List every line below containing "Lane".
── Dataset extract ──
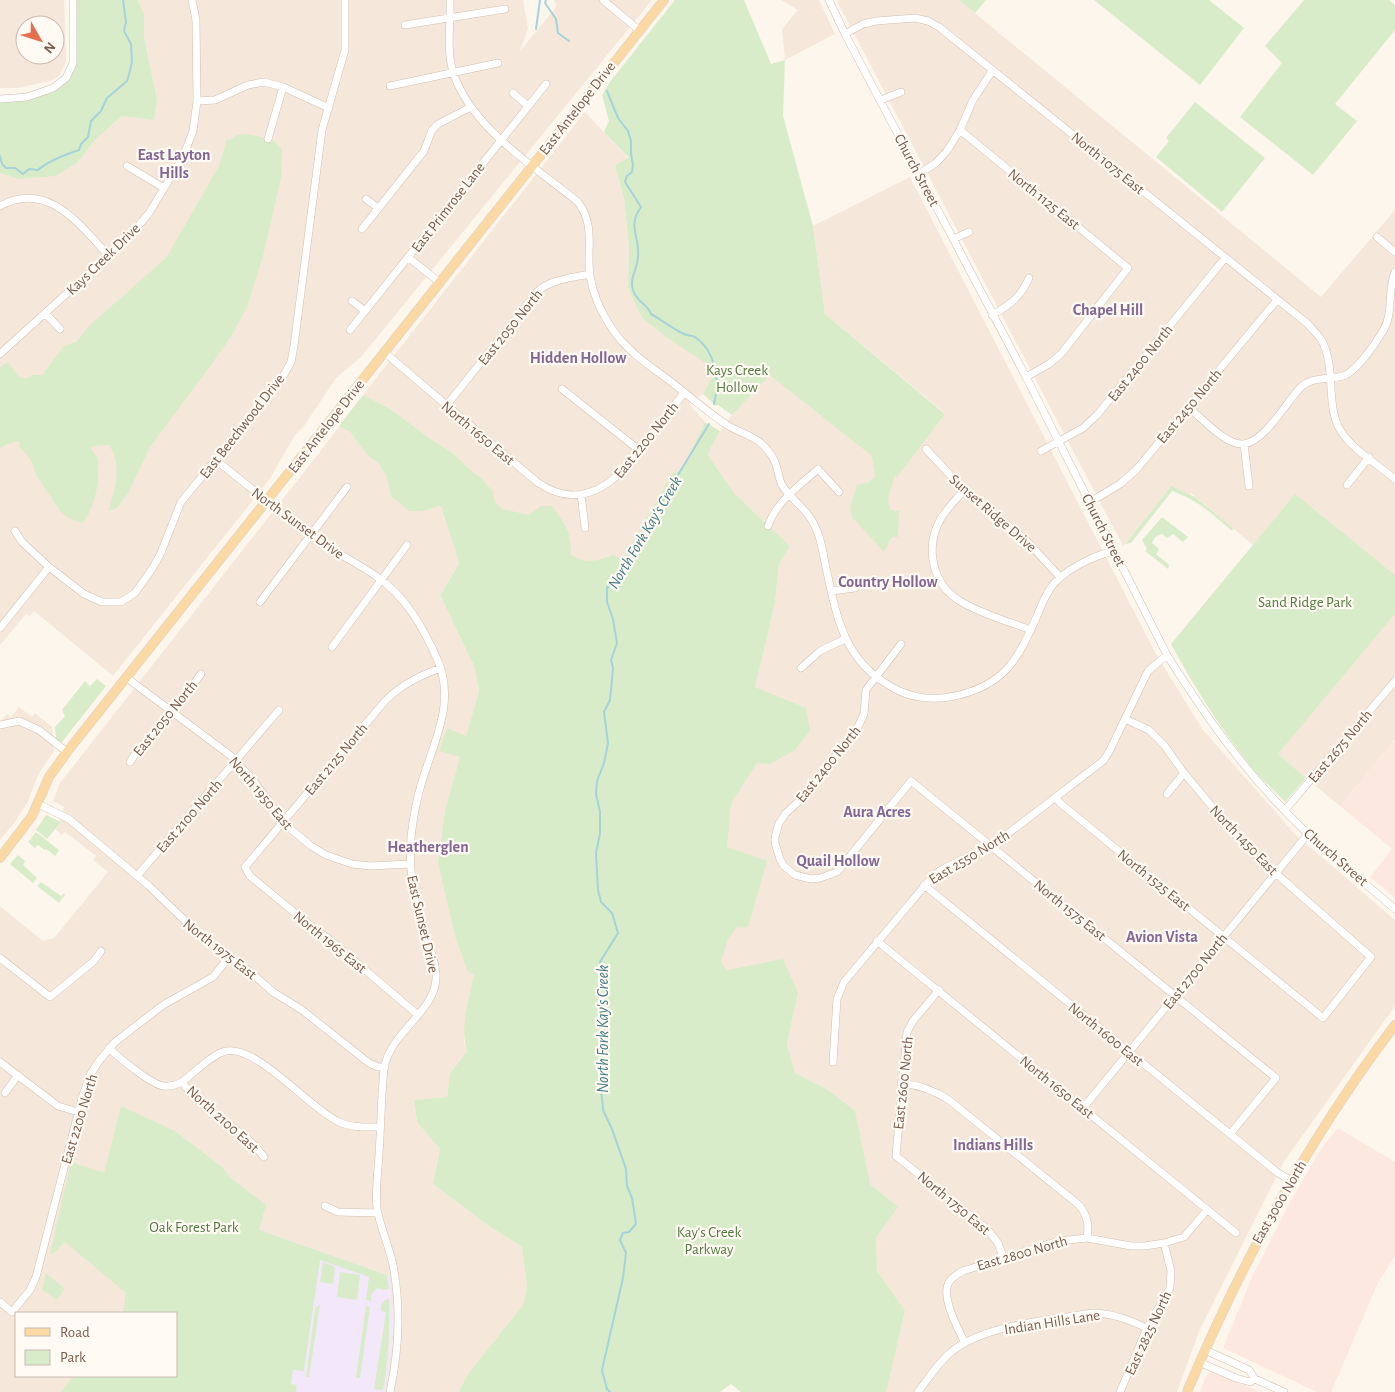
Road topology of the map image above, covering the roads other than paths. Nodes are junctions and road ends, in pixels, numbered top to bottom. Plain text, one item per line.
1 (73, 0) edge
2 (192, 0) edge
3 (345, 0) edge
4 (450, 0) edge
5 (603, 0) edge
6 (664, 0) edge
7 (829, 0) edge
8 (505, 9) dead end
9 (449, 18) junction
10 (405, 25) dead end
11 (639, 30) junction
12 (845, 34) junction
13 (498, 63) dead end
14 (993, 70) junction
15 (454, 72) junction
16 (546, 84) dead end
17 (390, 86) dead end
18 (283, 87) junction
19 (901, 92) dead end
20 (513, 93) dead end
21 (0, 98) edge
22 (881, 100) junction
23 (197, 101) junction
24 (528, 106) junction
25 (471, 107) junction
26 (329, 108) junction
27 (960, 130) junction
28 (268, 139) dead end
29 (500, 140) junction
30 (532, 165) junction
31 (127, 166) dead end
32 (920, 174) junction
33 (164, 188) junction
34 (366, 198) dead end
35 (0, 206) edge
36 (378, 208) junction
37 (362, 229) dead end
38 (969, 232) dead end
39 (1377, 237) dead end
40 (954, 239) junction
41 (1395, 252) edge
42 (109, 256) junction
43 (408, 257) junction
44 (1225, 258) junction
45 (1395, 272) edge
46 (590, 274) junction
47 (1029, 278) dead end
48 (440, 282) junction
49 (1277, 300) junction
50 (352, 301) dead end
51 (364, 311) junction
52 (45, 313) junction
53 (992, 315) junction
54 (60, 329) dead end
55 (350, 330) dead end
56 (384, 352) junction
57 (0, 354) edge
58 (1026, 377) junction
59 (1330, 378) junction
60 (562, 389) dead end
61 (684, 392) junction
62 (446, 406) junction
63 (1188, 407) junction
64 (1059, 442) junction
65 (1244, 444) junction
66 (926, 449) dead end
67 (639, 450) junction
68 (1041, 451) dead end
69 (1369, 457) junction
70 (216, 460) junction
71 (1395, 479) edge
72 (1347, 485) dead end
73 (347, 486) dead end
74 (1250, 486) dead end
75 (964, 490) junction
76 (839, 492) dead end
77 (581, 494) junction
78 (790, 495) junction
79 (267, 500) junction
80 (1090, 502) junction
81 (768, 526) dead end
82 (585, 528) dead end
83 (15, 531) dead end
84 (310, 534) junction
85 (407, 545) dead end
86 (1114, 551) junction
87 (49, 567) junction
88 (1060, 577) junction
89 (382, 579) junction
90 (855, 588) dead end
91 (831, 591) junction
92 (260, 602) dead end
93 (405, 602) joint
94 (0, 628) edge
95 (1030, 630) junction
96 (844, 639) junction
97 (901, 644) dead end
98 (332, 647) dead end
99 (1167, 655) junction
100 (441, 668) junction
101 (801, 668) dead end
102 (201, 674) dead end
103 (875, 677) junction
104 (127, 678) junction
105 (1395, 681) edge
106 (279, 710) dead end
107 (172, 713) junction
108 (1125, 719) junction
109 (0, 725) edge
110 (67, 752) junction
111 (236, 761) junction
112 (130, 762) dead end
113 (1184, 773) junction
114 (911, 781) joint
115 (1167, 794) dead end
116 (1056, 797) junction
117 (38, 804) junction
118 (1285, 810) junction
119 (283, 821) junction
120 (1308, 834) junction
121 (991, 846) junction
122 (0, 858) edge
123 (410, 864) junction
124 (245, 866) joint
125 (1275, 873) junction
126 (137, 876) junction
127 (924, 885) junction
128 (1395, 909) edge
129 (1224, 937) junction
130 (878, 941) junction
131 (101, 951) dead end
132 (229, 956) junction
133 (0, 958) edge
134 (939, 990) junction
135 (1175, 996) junction
136 (418, 1015) junction
137 (1323, 1018) joint
138 (1395, 1025) edge
139 (109, 1048) junction
140 (1129, 1052) junction
141 (0, 1062) edge
142 (833, 1062) dead end
143 (384, 1067) junction
144 (18, 1075) junction
145 (185, 1080) junction
146 (902, 1083) junction
147 (5, 1094) dead end
148 (1083, 1108) junction
149 (78, 1112) junction
150 (381, 1127) junction
151 (1230, 1134) junction
152 (896, 1156) joint
153 (264, 1157) dead end
154 (1290, 1180) junction
155 (325, 1206) dead end
156 (1207, 1210) junction
157 (378, 1213) junction
158 (1236, 1233) dead end
159 (1087, 1238) junction
160 (1164, 1243) junction
161 (1003, 1257) junction
162 (0, 1302) edge
163 (1147, 1328) junction
164 (965, 1343) junction
165 (1205, 1350) junction
166 (1199, 1362) junction
167 (1255, 1379) junction
168 (390, 1392) edge
169 (918, 1392) edge
170 (1120, 1392) edge
171 (1187, 1392) edge
172 (1284, 1392) edge

1 - 21 street
2 - 23 street, Kays Creek Drive
3 - 26 street, East Beechwood Drive
4 - 9 street
5 - 11 street
6 - 11 main road, East Antelope Drive
7 - 12 street, Church Street
8 - 9 street
9 - 10 street
9 - 15 street
11 - 30 main road, East Antelope Drive
12 - 14 street, North 1075 East
12 - 22 street, Church Street
13 - 15 street
14 - 27 street
14 - 44 street, North 1075 East
15 - 17 street
15 - 25 street
16 - 24 street, East Primrose Lane
18 - 23 street
18 - 26 street
18 - 28 street
19 - 22 street
20 - 24 street
22 - 32 street, Church Street
23 - 33 street, Kays Creek Drive
24 - 29 street, East Primrose Lane
25 - 29 street
25 - 36 street
26 - 70 street, East Beechwood Drive
27 - 32 street
27 - 58 street, North 1125 East
29 - 30 street
29 - 43 street, East Primrose Lane
30 - 46 street
30 - 48 main road, East Antelope Drive
31 - 33 street
32 - 40 street, Church Street
33 - 42 street, Kays Creek Drive
34 - 36 street
35 - 42 street
36 - 37 street
38 - 40 street
39 - 41 street
40 - 53 street, Church Street
42 - 52 street, Kays Creek Drive
43 - 48 street
43 - 51 street, East Primrose Lane
44 - 49 street, North 1075 East
44 - 64 street, East 2400 North
45 - 59 street
46 - 61 street
46 - 62 street, East 2050 North
47 - 53 street
48 - 56 main road, East Antelope Drive
49 - 59 street, North 1075 East
49 - 63 street, East 2450 North
50 - 51 street
51 - 55 street, East Primrose Lane
52 - 54 street
52 - 57 street, Kays Creek Drive
53 - 58 street, Church Street
56 - 62 street, North 1650 East
56 - 79 main road, East Antelope Drive
58 - 64 street, Church Street
59 - 65 street
59 - 69 street, North 1075 East
60 - 67 street
61 - 67 street, East 2200 North
61 - 78 street
62 - 77 street, North 1650 East
63 - 65 street
63 - 80 street, East 2450 North
64 - 68 street, East 2400 North
64 - 80 street, Church Street
65 - 74 street
66 - 75 street, Sunset Ridge Drive
67 - 77 street, East 2200 North
69 - 71 street, North 1075 East
69 - 72 street
70 - 79 street, North Sunset Drive
70 - 87 street, East Beechwood Drive
73 - 84 street
75 - 88 street, Sunset Ridge Drive
75 - 95 street
76 - 78 street
77 - 82 street
78 - 81 street
78 - 91 street
79 - 84 street, North Sunset Drive
79 - 104 main road, East Antelope Drive
80 - 86 street, Church Street
83 - 87 street, East Beechwood Drive
84 - 89 street, North Sunset Drive
84 - 92 street
85 - 89 street
86 - 88 street
86 - 99 street, Church Street
87 - 94 street
88 - 95 street
89 - 93 street, North Sunset Drive
89 - 98 street
90 - 91 street
91 - 96 street
93 - 100 street, East Sunset Drive
95 - 103 street
96 - 101 street
96 - 103 street
97 - 103 street, East 2400 North
99 - 108 street, East 2550 North
99 - 118 street, Church Street
100 - 119 street, East 2125 North
100 - 123 street, East Sunset Drive
102 - 107 street, East 2050 North
103 - 114 street, East 2400 North
104 - 107 street, North 1950 East
104 - 110 main road, East Antelope Drive
105 - 118 street, East 2675 North
106 - 111 street, East 2100 North
107 - 111 street, North 1950 East
107 - 112 street, East 2050 North
108 - 113 street, North 1450 East
108 - 116 street, East 2550 North
109 - 110 street
110 - 117 main road, East Antelope Drive
111 - 119 street, North 1950 East
111 - 126 street, East 2100 North
113 - 115 street
113 - 125 street, North 1450 East
114 - 121 street, North 1575 East
116 - 121 street, East 2550 North
116 - 129 street, North 1525 East
117 - 122 main road, East Antelope Drive
117 - 126 street, North 1975 East
118 - 120 street, Church Street
119 - 123 street, North 1950 East
119 - 124 street, East 2125 North
120 - 125 street, East 2700 North
120 - 128 street, Church Street
121 - 127 street, East 2550 North
121 - 135 street, North 1575 East
123 - 136 street, East Sunset Drive
124 - 136 street, North 1965 East
125 - 129 street, East 2700 North
125 - 137 street, North 1450 East
126 - 132 street, North 1975 East
127 - 130 street, East 2550 North
127 - 140 street, North 1600 East
129 - 135 street, East 2700 North
129 - 137 street, North 1525 East
130 - 134 street, North 1650 East
130 - 142 street, East 2550 North
131 - 133 street
132 - 139 street, East 2200 North
132 - 143 street, North 1975 East
134 - 146 street, East 2600 North
134 - 148 street, North 1650 East
135 - 140 street, East 2700 North
135 - 151 street, North 1575 East
136 - 143 street, East Sunset Drive
138 - 154 main road, East 3000 North
139 - 145 street, North 2100 East
139 - 149 street, East 2200 North
140 - 148 street, East 2700 North
140 - 151 street, North 1600 East
141 - 144 street
143 - 150 street, East Sunset Drive
144 - 147 street
144 - 149 street
145 - 150 street
145 - 153 street, North 2100 East
146 - 152 street, East 2600 North
146 - 159 street
148 - 156 street, North 1650 East
149 - 162 street, East 2200 North
150 - 157 street, East Sunset Drive
151 - 154 street, North 1600 East
152 - 161 street, North 1750 East
154 - 165 main road, East 3000 North
155 - 157 street
156 - 158 street, North 1650 East
156 - 160 street, East 2800 North
157 - 168 street, East Sunset Drive
159 - 160 street, East 2800 North
159 - 161 street, East 2800 North
160 - 163 street, East 2825 North
161 - 164 street, East 2800 North
163 - 164 street, Indian Hills Lane
163 - 170 street, East 2825 North
164 - 169 street, Indian Hills Lane
165 - 166 main road, East 3000 North
165 - 167 street
166 - 167 street
166 - 171 main road, East 3000 North
167 - 172 street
───
*Written response*.
16 - 24 street, East Primrose Lane
24 - 29 street, East Primrose Lane
29 - 43 street, East Primrose Lane
43 - 51 street, East Primrose Lane
51 - 55 street, East Primrose Lane
163 - 164 street, Indian Hills Lane
164 - 169 street, Indian Hills Lane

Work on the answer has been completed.